* Work order *
Would you return every entry, exactly as it is written?

[The input Boundary: Start]

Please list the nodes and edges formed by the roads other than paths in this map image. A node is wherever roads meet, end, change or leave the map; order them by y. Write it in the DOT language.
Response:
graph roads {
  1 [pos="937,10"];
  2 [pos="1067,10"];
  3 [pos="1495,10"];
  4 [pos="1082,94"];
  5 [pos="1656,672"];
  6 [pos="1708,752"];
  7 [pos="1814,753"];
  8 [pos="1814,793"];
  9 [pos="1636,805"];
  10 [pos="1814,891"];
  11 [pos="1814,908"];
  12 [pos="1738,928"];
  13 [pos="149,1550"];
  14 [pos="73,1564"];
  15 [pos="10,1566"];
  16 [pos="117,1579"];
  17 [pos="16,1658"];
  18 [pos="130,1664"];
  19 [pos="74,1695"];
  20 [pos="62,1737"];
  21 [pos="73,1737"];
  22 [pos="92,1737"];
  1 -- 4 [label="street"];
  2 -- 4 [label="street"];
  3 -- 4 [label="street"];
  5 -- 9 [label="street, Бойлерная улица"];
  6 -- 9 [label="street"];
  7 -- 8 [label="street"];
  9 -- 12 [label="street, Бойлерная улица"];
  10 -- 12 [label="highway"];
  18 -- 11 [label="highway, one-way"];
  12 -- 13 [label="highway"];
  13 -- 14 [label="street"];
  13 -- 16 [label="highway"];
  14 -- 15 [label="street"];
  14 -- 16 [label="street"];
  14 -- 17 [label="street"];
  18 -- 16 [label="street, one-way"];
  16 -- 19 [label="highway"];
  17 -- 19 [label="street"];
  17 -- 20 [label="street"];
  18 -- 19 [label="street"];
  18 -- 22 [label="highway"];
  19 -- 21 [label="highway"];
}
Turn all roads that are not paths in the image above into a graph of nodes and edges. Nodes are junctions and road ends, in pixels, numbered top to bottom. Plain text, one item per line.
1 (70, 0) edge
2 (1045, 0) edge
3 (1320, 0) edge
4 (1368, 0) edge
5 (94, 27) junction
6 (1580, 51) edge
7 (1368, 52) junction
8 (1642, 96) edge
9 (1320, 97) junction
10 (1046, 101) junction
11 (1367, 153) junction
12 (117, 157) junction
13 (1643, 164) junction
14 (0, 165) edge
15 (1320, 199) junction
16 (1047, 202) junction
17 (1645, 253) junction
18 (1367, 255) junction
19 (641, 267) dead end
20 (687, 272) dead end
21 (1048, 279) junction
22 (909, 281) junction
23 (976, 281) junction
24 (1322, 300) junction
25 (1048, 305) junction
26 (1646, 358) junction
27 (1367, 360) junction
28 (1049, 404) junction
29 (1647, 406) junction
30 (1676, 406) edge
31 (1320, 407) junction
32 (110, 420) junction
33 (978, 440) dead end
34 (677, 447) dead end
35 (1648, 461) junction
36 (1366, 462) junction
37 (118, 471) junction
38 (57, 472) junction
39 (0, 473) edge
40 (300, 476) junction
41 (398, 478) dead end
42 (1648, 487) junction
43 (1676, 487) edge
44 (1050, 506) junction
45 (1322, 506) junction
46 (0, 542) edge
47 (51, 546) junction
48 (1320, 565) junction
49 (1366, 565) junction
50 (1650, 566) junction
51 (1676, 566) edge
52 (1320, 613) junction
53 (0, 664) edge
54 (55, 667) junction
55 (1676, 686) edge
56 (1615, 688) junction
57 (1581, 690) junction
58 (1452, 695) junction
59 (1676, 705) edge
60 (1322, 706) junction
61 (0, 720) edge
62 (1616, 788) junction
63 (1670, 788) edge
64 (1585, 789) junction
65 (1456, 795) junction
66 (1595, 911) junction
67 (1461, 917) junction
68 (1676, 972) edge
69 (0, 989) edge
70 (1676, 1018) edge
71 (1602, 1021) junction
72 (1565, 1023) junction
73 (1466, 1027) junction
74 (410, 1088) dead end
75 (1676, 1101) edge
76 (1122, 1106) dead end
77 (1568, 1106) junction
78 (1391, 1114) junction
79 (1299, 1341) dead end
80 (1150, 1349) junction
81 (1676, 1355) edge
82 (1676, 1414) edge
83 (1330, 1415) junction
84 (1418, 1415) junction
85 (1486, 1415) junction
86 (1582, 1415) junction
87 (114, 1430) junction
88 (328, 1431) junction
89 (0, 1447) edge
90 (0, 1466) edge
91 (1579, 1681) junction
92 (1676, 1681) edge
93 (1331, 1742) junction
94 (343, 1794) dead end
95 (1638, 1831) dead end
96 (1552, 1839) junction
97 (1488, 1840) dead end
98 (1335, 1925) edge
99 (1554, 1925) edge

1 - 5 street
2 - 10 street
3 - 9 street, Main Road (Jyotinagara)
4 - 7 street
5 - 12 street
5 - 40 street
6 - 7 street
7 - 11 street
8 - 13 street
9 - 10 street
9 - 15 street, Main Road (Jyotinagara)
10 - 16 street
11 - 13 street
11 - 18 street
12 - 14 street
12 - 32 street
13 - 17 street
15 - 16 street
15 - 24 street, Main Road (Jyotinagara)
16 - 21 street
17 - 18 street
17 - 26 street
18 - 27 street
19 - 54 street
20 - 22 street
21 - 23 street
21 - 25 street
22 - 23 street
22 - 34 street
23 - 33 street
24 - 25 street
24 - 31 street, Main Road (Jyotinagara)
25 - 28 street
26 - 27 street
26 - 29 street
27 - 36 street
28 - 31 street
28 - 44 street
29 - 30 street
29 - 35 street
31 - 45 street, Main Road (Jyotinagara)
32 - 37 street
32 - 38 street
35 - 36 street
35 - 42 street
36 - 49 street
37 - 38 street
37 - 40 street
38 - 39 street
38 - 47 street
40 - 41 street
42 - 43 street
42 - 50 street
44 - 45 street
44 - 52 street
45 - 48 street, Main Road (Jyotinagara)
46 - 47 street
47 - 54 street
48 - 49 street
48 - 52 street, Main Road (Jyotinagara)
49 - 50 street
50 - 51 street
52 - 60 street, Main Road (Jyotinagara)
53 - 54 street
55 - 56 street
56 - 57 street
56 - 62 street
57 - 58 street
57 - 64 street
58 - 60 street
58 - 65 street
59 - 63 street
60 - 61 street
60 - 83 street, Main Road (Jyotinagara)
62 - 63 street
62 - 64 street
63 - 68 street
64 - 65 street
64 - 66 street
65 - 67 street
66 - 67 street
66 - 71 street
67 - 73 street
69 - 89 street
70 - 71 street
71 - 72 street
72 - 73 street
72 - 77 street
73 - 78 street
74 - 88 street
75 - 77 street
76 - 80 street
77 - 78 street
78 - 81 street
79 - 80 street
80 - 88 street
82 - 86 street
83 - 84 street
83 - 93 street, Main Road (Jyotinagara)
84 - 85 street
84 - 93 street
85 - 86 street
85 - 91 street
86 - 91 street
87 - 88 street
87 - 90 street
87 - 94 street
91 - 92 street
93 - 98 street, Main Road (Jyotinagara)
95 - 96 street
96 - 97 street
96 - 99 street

[The input Boundary: End]

* Solution below *
Please list the nodes and edges formed by the roads other than paths in this map image. A node is wherever roads meet, end, change or leave the map; order them by y. Write it in the DOT language.
Response:
graph roads {
  1 [pos="937,10"];
  2 [pos="1067,10"];
  3 [pos="1495,10"];
  4 [pos="1082,94"];
  5 [pos="1656,672"];
  6 [pos="1708,752"];
  7 [pos="1814,753"];
  8 [pos="1814,793"];
  9 [pos="1636,805"];
  10 [pos="1814,891"];
  11 [pos="1814,908"];
  12 [pos="1738,928"];
  13 [pos="149,1550"];
  14 [pos="73,1564"];
  15 [pos="10,1566"];
  16 [pos="117,1579"];
  17 [pos="16,1658"];
  18 [pos="130,1664"];
  19 [pos="74,1695"];
  20 [pos="62,1737"];
  21 [pos="73,1737"];
  22 [pos="92,1737"];
  1 -- 4 [label="street"];
  2 -- 4 [label="street"];
  3 -- 4 [label="street"];
  5 -- 9 [label="street, Бойлерная улица"];
  6 -- 9 [label="street"];
  7 -- 8 [label="street"];
  9 -- 12 [label="street, Бойлерная улица"];
  10 -- 12 [label="highway"];
  18 -- 11 [label="highway, one-way"];
  12 -- 13 [label="highway"];
  13 -- 14 [label="street"];
  13 -- 16 [label="highway"];
  14 -- 15 [label="street"];
  14 -- 16 [label="street"];
  14 -- 17 [label="street"];
  18 -- 16 [label="street, one-way"];
  16 -- 19 [label="highway"];
  17 -- 19 [label="street"];
  17 -- 20 [label="street"];
  18 -- 19 [label="street"];
  18 -- 22 [label="highway"];
  19 -- 21 [label="highway"];
}
Turn all roads that are not paths in the image above into a graph of nodes and edges. Nodes are junctions and road ends, in pixels, numbered top to bottom. Plain text, one item per line.
1 (70, 0) edge
2 (1045, 0) edge
3 (1320, 0) edge
4 (1368, 0) edge
5 (94, 27) junction
6 (1580, 51) edge
7 (1368, 52) junction
8 (1642, 96) edge
9 (1320, 97) junction
10 (1046, 101) junction
11 (1367, 153) junction
12 (117, 157) junction
13 (1643, 164) junction
14 (0, 165) edge
15 (1320, 199) junction
16 (1047, 202) junction
17 (1645, 253) junction
18 (1367, 255) junction
19 (641, 267) dead end
20 (687, 272) dead end
21 (1048, 279) junction
22 (909, 281) junction
23 (976, 281) junction
24 (1322, 300) junction
25 (1048, 305) junction
26 (1646, 358) junction
27 (1367, 360) junction
28 (1049, 404) junction
29 (1647, 406) junction
30 (1676, 406) edge
31 (1320, 407) junction
32 (110, 420) junction
33 (978, 440) dead end
34 (677, 447) dead end
35 (1648, 461) junction
36 (1366, 462) junction
37 (118, 471) junction
38 (57, 472) junction
39 (0, 473) edge
40 (300, 476) junction
41 (398, 478) dead end
42 (1648, 487) junction
43 (1676, 487) edge
44 (1050, 506) junction
45 (1322, 506) junction
46 (0, 542) edge
47 (51, 546) junction
48 (1320, 565) junction
49 (1366, 565) junction
50 (1650, 566) junction
51 (1676, 566) edge
52 (1320, 613) junction
53 (0, 664) edge
54 (55, 667) junction
55 (1676, 686) edge
56 (1615, 688) junction
57 (1581, 690) junction
58 (1452, 695) junction
59 (1676, 705) edge
60 (1322, 706) junction
61 (0, 720) edge
62 (1616, 788) junction
63 (1670, 788) edge
64 (1585, 789) junction
65 (1456, 795) junction
66 (1595, 911) junction
67 (1461, 917) junction
68 (1676, 972) edge
69 (0, 989) edge
70 (1676, 1018) edge
71 (1602, 1021) junction
72 (1565, 1023) junction
73 (1466, 1027) junction
74 (410, 1088) dead end
75 (1676, 1101) edge
76 (1122, 1106) dead end
77 (1568, 1106) junction
78 (1391, 1114) junction
79 (1299, 1341) dead end
80 (1150, 1349) junction
81 (1676, 1355) edge
82 (1676, 1414) edge
83 (1330, 1415) junction
84 (1418, 1415) junction
85 (1486, 1415) junction
86 (1582, 1415) junction
87 (114, 1430) junction
88 (328, 1431) junction
89 (0, 1447) edge
90 (0, 1466) edge
91 (1579, 1681) junction
92 (1676, 1681) edge
93 (1331, 1742) junction
94 (343, 1794) dead end
95 (1638, 1831) dead end
96 (1552, 1839) junction
97 (1488, 1840) dead end
98 (1335, 1925) edge
99 (1554, 1925) edge

1 - 5 street
2 - 10 street
3 - 9 street, Main Road (Jyotinagara)
4 - 7 street
5 - 12 street
5 - 40 street
6 - 7 street
7 - 11 street
8 - 13 street
9 - 10 street
9 - 15 street, Main Road (Jyotinagara)
10 - 16 street
11 - 13 street
11 - 18 street
12 - 14 street
12 - 32 street
13 - 17 street
15 - 16 street
15 - 24 street, Main Road (Jyotinagara)
16 - 21 street
17 - 18 street
17 - 26 street
18 - 27 street
19 - 54 street
20 - 22 street
21 - 23 street
21 - 25 street
22 - 23 street
22 - 34 street
23 - 33 street
24 - 25 street
24 - 31 street, Main Road (Jyotinagara)
25 - 28 street
26 - 27 street
26 - 29 street
27 - 36 street
28 - 31 street
28 - 44 street
29 - 30 street
29 - 35 street
31 - 45 street, Main Road (Jyotinagara)
32 - 37 street
32 - 38 street
35 - 36 street
35 - 42 street
36 - 49 street
37 - 38 street
37 - 40 street
38 - 39 street
38 - 47 street
40 - 41 street
42 - 43 street
42 - 50 street
44 - 45 street
44 - 52 street
45 - 48 street, Main Road (Jyotinagara)
46 - 47 street
47 - 54 street
48 - 49 street
48 - 52 street, Main Road (Jyotinagara)
49 - 50 street
50 - 51 street
52 - 60 street, Main Road (Jyotinagara)
53 - 54 street
55 - 56 street
56 - 57 street
56 - 62 street
57 - 58 street
57 - 64 street
58 - 60 street
58 - 65 street
59 - 63 street
60 - 61 street
60 - 83 street, Main Road (Jyotinagara)
62 - 63 street
62 - 64 street
63 - 68 street
64 - 65 street
64 - 66 street
65 - 67 street
66 - 67 street
66 - 71 street
67 - 73 street
69 - 89 street
70 - 71 street
71 - 72 street
72 - 73 street
72 - 77 street
73 - 78 street
74 - 88 street
75 - 77 street
76 - 80 street
77 - 78 street
78 - 81 street
79 - 80 street
80 - 88 street
82 - 86 street
83 - 84 street
83 - 93 street, Main Road (Jyotinagara)
84 - 85 street
84 - 93 street
85 - 86 street
85 - 91 street
86 - 91 street
87 - 88 street
87 - 90 street
87 - 94 street
91 - 92 street
93 - 98 street, Main Road (Jyotinagara)
95 - 96 street
96 - 97 street
96 - 99 street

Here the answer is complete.